6 is latched such that the upper ends of the pair of levers are open and thus the leaf spring 54 is biased away from the retaining plate 52.

Attached to the upper edge (in FIG. 11) of each adjacent spring holder support 533 is a seal member 57 extending the entire length of that spring holder support. The seal member is preferably made of cloth coated with metal foil to improve airtightness and provide heat resistance, but other materials may be used.

In the jig 50, the camshaft 55 is activated by an external actuating device 90 when the jig is at the capacitor element supply position.
The rotating shaft 91 is rotated by engaging with the end of the cam shaft 55 (FIG. 8), and the notch 551 comes to engage with the roller 537.

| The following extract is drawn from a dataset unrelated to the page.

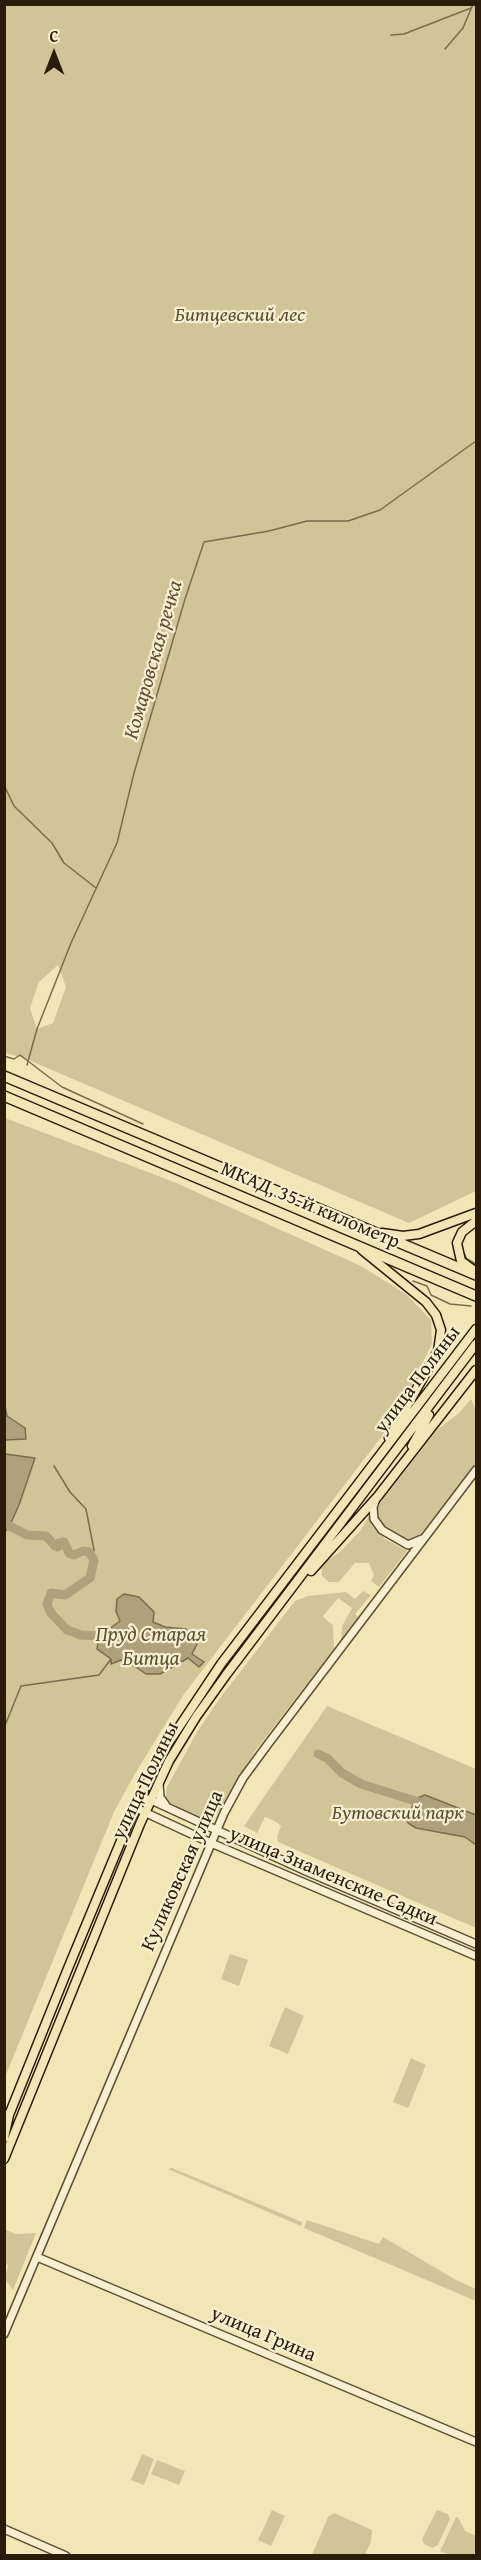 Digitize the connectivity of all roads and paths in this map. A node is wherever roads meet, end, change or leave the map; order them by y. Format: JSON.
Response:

The leaf spring 54 then separates from the holding plate 52 as shown on the left side of FIG. 11, allowing the capacitor element to be supplied. When the camshaft 55 is rotated by 90 degrees by the actuating device 9 after the capacitor element is supplied, the distance between the lower ends of the pair of levers 531 is widened by the camshaft, so that the spring holder support 533 approaches the holding plate 52. , the blade spring 54 holds down the sword wire. This holds the capacitor element and
Electrical continuity is established in two paths between the sword wire and the electrode plate.

1 and 7 to 9, the heating furnace 6 includes a housing 61 that covers the outer periphery of the transfer path of the jig 50 for about 2700 degrees from position F to G in FIG. This housing 61 has a vertical cross section (a cross section taken along a plane parallel to the rotating shaft 43) as shown in the upper or lower part of FIG. Separated. A heat insulating material 62 is attached to the inner surface of the housing 61 to prevent heat from escaping to the outside.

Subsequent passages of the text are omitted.